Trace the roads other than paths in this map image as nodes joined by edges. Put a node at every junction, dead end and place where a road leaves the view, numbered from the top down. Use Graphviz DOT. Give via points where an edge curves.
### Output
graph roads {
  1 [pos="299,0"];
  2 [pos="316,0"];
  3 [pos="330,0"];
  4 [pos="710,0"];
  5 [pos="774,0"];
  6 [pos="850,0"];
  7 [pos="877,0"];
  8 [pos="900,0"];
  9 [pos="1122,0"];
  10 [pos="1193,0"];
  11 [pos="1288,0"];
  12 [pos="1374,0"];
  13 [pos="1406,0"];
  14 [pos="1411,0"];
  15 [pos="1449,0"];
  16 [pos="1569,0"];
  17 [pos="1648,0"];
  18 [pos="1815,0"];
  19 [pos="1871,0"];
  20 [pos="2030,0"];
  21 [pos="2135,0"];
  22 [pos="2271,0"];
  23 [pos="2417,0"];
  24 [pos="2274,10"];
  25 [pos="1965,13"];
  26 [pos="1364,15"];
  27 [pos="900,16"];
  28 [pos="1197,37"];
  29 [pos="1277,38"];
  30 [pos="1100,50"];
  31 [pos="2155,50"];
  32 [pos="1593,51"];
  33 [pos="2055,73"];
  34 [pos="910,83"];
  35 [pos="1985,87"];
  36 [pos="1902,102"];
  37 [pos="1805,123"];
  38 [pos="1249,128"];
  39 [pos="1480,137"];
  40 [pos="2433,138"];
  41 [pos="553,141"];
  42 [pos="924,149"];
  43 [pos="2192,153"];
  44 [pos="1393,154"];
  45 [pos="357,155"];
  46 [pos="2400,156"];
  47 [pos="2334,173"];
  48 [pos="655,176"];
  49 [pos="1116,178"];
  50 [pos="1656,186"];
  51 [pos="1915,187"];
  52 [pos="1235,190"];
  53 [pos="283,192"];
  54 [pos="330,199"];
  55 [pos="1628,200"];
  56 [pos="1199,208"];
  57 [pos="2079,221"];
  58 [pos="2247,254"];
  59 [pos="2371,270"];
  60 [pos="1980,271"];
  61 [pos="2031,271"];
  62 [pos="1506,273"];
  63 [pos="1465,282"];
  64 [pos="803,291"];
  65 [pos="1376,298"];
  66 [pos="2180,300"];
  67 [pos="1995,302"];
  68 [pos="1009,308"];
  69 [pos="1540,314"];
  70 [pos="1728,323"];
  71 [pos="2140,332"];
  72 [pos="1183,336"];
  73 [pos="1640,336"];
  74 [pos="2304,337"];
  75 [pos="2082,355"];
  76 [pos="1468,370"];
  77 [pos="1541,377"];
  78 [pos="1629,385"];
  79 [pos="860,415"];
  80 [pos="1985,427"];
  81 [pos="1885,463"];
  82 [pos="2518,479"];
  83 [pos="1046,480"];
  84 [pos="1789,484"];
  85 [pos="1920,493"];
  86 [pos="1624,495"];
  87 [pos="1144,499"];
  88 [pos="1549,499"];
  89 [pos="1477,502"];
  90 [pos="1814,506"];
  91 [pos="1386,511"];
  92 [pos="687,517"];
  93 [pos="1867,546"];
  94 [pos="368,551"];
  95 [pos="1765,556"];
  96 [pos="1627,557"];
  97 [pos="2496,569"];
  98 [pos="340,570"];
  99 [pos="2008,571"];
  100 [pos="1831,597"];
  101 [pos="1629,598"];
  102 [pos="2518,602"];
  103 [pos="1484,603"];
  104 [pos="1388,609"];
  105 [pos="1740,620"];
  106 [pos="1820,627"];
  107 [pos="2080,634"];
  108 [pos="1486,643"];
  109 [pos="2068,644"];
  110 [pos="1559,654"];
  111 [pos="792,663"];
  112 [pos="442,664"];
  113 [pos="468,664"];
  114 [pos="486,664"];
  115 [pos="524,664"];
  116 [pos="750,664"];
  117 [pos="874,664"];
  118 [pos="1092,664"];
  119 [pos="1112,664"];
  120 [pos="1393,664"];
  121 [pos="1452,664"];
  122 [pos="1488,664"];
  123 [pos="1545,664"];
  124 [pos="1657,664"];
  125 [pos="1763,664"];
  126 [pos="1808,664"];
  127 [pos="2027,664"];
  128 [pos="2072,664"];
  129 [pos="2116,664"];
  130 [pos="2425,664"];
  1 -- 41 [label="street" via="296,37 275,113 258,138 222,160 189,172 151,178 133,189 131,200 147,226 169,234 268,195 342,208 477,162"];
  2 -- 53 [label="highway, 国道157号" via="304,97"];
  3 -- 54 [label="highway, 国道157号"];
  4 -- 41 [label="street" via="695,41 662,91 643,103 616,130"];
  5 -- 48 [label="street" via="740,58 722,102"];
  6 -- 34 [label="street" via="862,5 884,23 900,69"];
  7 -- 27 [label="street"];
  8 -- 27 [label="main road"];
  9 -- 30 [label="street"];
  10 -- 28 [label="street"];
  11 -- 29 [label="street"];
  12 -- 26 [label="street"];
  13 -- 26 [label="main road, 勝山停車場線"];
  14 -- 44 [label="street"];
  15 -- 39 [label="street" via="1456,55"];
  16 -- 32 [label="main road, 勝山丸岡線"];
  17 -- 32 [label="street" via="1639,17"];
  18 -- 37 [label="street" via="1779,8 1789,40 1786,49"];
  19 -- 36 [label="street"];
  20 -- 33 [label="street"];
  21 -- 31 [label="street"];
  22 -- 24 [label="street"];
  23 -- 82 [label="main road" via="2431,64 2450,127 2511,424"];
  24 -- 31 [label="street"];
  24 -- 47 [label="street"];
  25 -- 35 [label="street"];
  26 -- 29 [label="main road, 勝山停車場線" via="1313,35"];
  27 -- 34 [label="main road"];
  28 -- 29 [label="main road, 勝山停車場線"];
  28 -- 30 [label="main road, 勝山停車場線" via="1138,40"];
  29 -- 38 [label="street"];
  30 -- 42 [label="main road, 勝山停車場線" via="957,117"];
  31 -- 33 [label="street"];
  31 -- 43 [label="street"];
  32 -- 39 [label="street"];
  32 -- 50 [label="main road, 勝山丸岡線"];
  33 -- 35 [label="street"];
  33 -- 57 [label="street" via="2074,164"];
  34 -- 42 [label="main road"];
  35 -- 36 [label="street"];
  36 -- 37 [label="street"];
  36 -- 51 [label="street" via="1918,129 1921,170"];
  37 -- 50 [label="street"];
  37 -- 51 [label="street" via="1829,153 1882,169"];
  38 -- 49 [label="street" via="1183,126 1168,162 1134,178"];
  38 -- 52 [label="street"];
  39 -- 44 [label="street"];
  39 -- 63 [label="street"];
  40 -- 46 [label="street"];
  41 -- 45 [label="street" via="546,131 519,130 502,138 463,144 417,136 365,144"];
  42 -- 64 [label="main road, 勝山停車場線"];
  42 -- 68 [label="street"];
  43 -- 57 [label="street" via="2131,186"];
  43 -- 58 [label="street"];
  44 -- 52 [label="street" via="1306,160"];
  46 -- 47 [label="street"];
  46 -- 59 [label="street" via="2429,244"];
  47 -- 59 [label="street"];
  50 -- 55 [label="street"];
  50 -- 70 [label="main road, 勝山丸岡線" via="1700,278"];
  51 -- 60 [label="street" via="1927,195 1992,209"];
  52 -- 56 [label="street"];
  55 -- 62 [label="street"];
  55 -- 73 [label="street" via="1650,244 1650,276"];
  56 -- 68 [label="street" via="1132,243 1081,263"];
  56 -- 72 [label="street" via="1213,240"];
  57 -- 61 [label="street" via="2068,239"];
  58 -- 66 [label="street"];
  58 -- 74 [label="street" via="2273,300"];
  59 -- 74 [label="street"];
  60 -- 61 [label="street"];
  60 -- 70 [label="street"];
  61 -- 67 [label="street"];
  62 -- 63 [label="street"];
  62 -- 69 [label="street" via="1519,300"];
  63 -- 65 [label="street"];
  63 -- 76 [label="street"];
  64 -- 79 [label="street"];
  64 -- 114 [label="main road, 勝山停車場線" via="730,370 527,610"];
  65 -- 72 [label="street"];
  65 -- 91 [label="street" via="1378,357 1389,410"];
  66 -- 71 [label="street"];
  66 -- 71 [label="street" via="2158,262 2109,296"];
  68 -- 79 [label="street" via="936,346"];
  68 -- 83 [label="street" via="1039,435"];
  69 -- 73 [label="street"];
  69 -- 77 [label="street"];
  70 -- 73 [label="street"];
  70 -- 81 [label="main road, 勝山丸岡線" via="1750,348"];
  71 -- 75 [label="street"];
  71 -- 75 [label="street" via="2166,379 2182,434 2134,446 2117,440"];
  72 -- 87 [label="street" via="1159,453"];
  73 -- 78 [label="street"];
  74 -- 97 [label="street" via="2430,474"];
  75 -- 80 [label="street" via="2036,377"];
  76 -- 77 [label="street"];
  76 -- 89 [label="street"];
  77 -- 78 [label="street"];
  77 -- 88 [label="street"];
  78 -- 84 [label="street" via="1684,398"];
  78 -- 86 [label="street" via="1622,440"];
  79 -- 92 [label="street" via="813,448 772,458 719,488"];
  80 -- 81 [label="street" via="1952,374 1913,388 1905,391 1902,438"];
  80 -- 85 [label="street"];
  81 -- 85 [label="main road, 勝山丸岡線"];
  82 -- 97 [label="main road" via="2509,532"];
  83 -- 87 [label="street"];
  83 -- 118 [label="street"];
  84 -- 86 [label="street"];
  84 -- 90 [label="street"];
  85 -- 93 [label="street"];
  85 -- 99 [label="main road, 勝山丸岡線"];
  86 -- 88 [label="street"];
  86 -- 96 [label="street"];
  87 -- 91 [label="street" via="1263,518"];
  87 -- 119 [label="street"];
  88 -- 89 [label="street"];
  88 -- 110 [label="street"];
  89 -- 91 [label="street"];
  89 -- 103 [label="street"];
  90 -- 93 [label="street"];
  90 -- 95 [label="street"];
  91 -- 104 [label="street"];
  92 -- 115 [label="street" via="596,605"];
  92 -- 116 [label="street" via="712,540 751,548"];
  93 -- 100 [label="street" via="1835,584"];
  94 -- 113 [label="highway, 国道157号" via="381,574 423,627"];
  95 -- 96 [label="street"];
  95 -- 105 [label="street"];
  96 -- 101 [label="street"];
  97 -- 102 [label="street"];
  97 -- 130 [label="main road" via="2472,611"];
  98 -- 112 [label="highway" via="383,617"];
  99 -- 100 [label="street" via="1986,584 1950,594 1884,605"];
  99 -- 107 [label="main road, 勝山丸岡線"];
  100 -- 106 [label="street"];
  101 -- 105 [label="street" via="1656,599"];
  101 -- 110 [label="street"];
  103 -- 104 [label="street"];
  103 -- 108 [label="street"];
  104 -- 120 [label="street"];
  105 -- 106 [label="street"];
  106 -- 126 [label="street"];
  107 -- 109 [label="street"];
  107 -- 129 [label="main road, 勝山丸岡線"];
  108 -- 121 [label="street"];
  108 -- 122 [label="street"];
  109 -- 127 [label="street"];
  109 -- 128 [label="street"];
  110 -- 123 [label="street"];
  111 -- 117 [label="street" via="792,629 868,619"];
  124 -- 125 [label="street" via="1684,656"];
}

Problem to solve.
Wherever the string "勝山停車場線" is found in the entries, copy the line it sits in.

Output.
  13 -- 26 [label="main road, 勝山停車場線"];
  26 -- 29 [label="main road, 勝山停車場線" via="1313,35"];
  28 -- 29 [label="main road, 勝山停車場線"];
  28 -- 30 [label="main road, 勝山停車場線" via="1138,40"];
  30 -- 42 [label="main road, 勝山停車場線" via="957,117"];
  42 -- 64 [label="main road, 勝山停車場線"];
  64 -- 114 [label="main road, 勝山停車場線" via="730,370 527,610"];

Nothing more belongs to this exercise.